= Work required =
The number of lines in the records that include "nowrap" is all you should give.

# # # # # # #

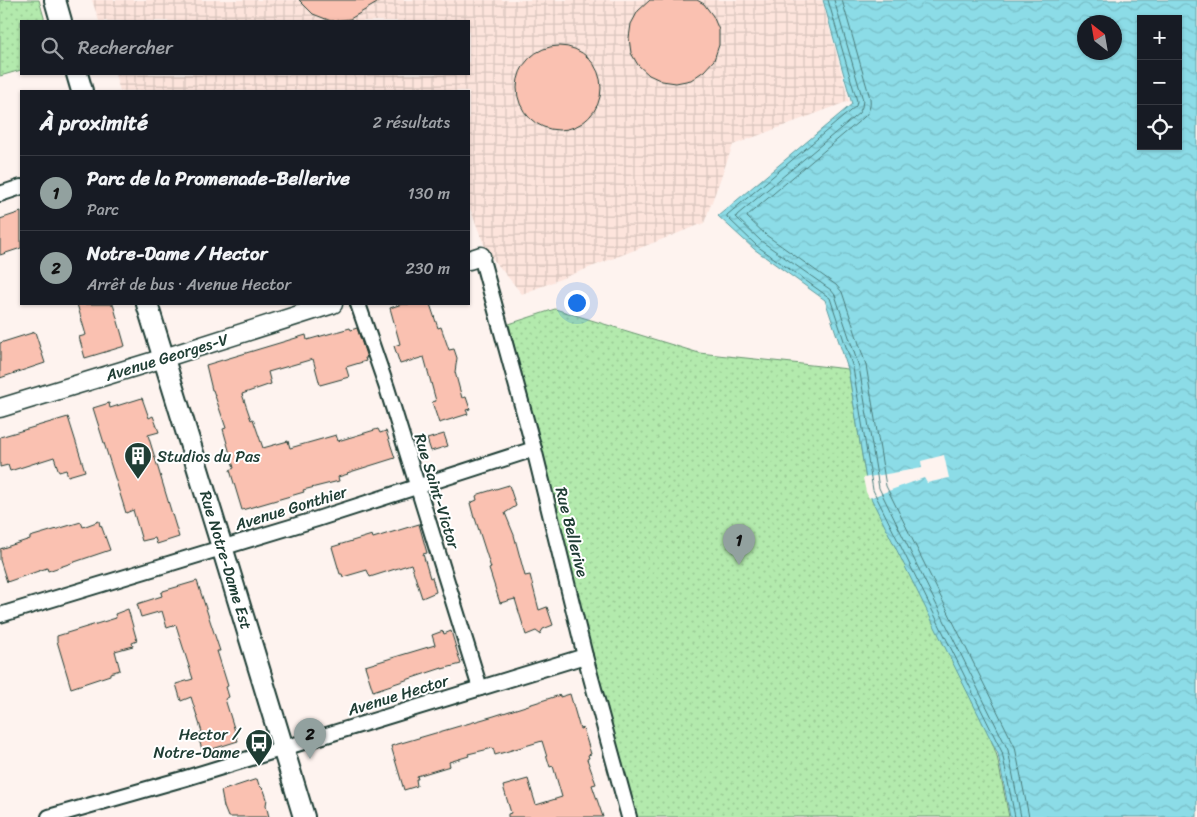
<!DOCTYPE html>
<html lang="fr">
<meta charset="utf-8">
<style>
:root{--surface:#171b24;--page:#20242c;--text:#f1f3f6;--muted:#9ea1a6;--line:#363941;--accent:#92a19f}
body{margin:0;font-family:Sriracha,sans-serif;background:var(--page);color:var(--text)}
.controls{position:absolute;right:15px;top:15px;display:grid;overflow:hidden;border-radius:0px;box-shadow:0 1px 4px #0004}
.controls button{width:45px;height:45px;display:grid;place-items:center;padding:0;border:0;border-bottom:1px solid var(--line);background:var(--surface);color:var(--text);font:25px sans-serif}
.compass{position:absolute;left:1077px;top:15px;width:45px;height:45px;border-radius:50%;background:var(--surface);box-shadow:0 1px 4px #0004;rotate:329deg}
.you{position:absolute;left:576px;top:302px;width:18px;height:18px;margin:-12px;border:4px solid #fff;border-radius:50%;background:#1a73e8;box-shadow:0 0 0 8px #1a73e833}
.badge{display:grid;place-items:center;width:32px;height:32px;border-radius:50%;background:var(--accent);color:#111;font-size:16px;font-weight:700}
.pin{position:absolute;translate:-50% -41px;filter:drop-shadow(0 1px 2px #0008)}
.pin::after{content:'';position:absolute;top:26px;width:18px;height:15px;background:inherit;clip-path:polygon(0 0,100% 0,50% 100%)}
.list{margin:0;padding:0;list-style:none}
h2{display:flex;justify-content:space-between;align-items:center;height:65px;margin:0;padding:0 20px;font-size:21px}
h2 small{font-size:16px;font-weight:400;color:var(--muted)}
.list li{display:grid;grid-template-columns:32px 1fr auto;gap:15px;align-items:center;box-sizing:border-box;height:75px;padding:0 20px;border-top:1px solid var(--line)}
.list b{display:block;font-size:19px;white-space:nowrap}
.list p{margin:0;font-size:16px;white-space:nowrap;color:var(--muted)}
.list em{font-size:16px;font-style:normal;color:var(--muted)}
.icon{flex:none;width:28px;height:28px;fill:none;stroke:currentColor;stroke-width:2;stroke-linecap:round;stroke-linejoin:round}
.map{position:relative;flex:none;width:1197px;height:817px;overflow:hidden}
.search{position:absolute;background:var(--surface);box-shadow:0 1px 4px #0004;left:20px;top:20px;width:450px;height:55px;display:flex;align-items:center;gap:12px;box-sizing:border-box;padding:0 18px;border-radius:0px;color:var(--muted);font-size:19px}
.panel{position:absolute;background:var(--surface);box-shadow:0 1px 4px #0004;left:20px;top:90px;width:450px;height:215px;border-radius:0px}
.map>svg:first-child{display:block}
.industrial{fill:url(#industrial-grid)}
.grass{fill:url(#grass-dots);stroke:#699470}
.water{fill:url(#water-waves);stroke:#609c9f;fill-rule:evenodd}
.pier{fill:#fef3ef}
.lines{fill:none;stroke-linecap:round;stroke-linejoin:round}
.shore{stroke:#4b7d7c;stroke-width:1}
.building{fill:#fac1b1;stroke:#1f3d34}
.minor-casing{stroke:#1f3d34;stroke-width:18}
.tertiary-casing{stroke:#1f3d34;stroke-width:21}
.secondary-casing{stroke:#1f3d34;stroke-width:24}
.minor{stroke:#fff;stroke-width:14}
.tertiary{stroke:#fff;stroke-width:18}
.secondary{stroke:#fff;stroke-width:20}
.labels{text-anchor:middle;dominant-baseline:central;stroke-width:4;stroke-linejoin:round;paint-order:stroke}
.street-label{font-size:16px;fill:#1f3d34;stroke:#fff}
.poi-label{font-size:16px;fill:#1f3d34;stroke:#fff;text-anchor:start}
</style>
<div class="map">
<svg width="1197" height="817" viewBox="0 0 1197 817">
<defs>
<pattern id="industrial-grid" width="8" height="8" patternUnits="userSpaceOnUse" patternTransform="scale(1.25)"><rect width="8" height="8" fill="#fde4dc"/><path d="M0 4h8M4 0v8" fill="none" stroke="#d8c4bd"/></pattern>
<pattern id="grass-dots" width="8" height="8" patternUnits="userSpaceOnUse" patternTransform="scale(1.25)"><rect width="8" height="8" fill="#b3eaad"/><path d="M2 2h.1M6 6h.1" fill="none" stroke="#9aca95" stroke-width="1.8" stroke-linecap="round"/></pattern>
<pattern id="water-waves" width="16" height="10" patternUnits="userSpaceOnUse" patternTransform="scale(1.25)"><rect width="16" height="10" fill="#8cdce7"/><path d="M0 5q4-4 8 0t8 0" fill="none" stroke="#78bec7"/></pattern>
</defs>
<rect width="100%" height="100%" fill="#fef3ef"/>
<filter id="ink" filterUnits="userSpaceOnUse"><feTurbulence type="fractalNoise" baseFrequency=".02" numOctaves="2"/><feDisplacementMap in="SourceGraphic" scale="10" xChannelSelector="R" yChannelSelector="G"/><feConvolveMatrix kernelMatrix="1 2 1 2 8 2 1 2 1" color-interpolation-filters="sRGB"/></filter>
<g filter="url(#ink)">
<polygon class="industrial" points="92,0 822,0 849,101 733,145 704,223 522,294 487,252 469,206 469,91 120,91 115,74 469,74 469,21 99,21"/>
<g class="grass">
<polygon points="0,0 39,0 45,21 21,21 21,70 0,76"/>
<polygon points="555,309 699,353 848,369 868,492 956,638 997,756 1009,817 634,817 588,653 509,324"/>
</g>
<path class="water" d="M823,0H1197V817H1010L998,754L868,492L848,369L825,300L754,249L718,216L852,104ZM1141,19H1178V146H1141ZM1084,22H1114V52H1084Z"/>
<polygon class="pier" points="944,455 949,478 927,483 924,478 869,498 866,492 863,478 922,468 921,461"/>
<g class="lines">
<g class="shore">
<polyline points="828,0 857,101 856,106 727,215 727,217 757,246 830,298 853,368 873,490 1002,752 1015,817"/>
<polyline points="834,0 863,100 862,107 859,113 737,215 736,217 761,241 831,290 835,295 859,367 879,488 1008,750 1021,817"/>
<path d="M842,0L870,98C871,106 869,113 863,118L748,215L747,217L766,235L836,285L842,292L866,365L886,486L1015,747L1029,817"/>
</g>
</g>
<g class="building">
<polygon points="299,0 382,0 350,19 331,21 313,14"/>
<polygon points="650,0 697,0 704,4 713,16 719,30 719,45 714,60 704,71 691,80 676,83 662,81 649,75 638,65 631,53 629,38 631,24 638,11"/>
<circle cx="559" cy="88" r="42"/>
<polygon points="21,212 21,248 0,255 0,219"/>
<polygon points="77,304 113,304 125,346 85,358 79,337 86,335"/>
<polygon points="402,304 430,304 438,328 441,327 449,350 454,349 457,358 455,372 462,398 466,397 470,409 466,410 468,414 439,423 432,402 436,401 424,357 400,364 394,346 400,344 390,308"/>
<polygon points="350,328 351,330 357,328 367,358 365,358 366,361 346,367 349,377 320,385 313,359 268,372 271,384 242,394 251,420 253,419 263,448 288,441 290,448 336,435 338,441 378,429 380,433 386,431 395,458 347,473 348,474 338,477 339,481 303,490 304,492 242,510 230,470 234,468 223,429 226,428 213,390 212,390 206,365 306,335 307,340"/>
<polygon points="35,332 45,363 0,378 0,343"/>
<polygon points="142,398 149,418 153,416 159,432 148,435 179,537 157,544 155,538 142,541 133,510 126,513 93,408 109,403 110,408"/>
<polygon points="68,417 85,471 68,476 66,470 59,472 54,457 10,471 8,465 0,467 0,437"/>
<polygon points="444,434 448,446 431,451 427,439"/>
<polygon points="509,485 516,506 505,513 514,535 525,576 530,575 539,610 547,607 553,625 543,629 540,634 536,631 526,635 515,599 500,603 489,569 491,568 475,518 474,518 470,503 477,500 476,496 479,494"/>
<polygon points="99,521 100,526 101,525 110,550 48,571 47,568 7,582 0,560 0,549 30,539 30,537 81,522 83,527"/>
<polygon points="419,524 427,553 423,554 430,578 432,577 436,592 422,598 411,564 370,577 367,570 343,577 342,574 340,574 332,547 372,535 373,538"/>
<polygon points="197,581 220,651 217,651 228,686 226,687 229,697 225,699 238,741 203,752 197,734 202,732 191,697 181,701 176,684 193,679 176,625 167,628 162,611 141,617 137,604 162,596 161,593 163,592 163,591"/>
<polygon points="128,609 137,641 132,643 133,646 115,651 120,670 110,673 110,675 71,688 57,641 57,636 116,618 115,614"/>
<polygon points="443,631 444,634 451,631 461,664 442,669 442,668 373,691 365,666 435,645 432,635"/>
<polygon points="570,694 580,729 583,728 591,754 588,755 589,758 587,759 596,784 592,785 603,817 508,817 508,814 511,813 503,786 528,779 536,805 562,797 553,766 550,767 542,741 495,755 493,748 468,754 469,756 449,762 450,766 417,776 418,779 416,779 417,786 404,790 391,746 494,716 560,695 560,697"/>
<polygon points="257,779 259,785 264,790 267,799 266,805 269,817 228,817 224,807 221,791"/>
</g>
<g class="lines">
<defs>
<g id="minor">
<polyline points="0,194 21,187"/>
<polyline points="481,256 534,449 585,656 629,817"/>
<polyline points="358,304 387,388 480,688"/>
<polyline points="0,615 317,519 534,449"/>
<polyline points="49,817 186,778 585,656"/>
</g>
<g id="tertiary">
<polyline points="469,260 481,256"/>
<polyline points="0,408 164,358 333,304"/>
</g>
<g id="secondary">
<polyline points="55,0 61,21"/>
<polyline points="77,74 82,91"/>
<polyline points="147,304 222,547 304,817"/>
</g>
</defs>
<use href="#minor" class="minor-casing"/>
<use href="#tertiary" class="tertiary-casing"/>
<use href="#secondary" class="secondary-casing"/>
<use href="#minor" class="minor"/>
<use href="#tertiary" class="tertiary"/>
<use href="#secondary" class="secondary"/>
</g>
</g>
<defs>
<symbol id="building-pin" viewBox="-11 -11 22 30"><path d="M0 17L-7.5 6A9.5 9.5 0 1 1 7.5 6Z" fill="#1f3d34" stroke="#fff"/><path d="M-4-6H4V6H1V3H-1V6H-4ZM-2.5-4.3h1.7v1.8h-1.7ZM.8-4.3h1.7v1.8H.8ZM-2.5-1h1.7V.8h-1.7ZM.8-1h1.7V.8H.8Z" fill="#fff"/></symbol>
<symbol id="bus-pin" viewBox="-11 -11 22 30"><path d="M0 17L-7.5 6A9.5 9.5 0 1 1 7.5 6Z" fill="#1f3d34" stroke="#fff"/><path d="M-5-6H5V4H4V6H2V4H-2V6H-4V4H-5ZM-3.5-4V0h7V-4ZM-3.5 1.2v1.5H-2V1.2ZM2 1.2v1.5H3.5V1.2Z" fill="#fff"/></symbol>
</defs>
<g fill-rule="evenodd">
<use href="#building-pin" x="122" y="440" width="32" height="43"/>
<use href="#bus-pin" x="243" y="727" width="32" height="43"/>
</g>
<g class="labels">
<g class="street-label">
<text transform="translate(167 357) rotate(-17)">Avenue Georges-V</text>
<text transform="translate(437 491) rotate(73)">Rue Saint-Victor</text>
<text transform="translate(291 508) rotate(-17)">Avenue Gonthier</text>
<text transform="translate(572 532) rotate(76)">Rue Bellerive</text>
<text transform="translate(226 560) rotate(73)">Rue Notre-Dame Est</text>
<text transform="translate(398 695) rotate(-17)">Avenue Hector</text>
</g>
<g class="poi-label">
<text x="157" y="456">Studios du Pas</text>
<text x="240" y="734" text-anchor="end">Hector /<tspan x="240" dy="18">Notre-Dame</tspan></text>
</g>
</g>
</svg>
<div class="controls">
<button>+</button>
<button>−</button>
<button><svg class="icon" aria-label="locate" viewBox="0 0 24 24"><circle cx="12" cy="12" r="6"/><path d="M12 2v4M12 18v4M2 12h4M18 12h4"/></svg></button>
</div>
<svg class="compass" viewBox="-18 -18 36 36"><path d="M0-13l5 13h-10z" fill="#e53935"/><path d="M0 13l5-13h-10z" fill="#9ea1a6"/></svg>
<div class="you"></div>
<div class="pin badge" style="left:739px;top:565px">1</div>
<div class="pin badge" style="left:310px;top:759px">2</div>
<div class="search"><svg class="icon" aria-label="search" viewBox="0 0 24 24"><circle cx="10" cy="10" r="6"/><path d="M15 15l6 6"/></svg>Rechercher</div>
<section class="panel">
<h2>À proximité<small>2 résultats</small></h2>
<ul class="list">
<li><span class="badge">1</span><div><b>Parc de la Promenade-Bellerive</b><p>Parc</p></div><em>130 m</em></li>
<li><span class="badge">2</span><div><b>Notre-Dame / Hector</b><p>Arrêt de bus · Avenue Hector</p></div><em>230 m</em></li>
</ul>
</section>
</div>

# # # # # # #

= Exercise solution =
2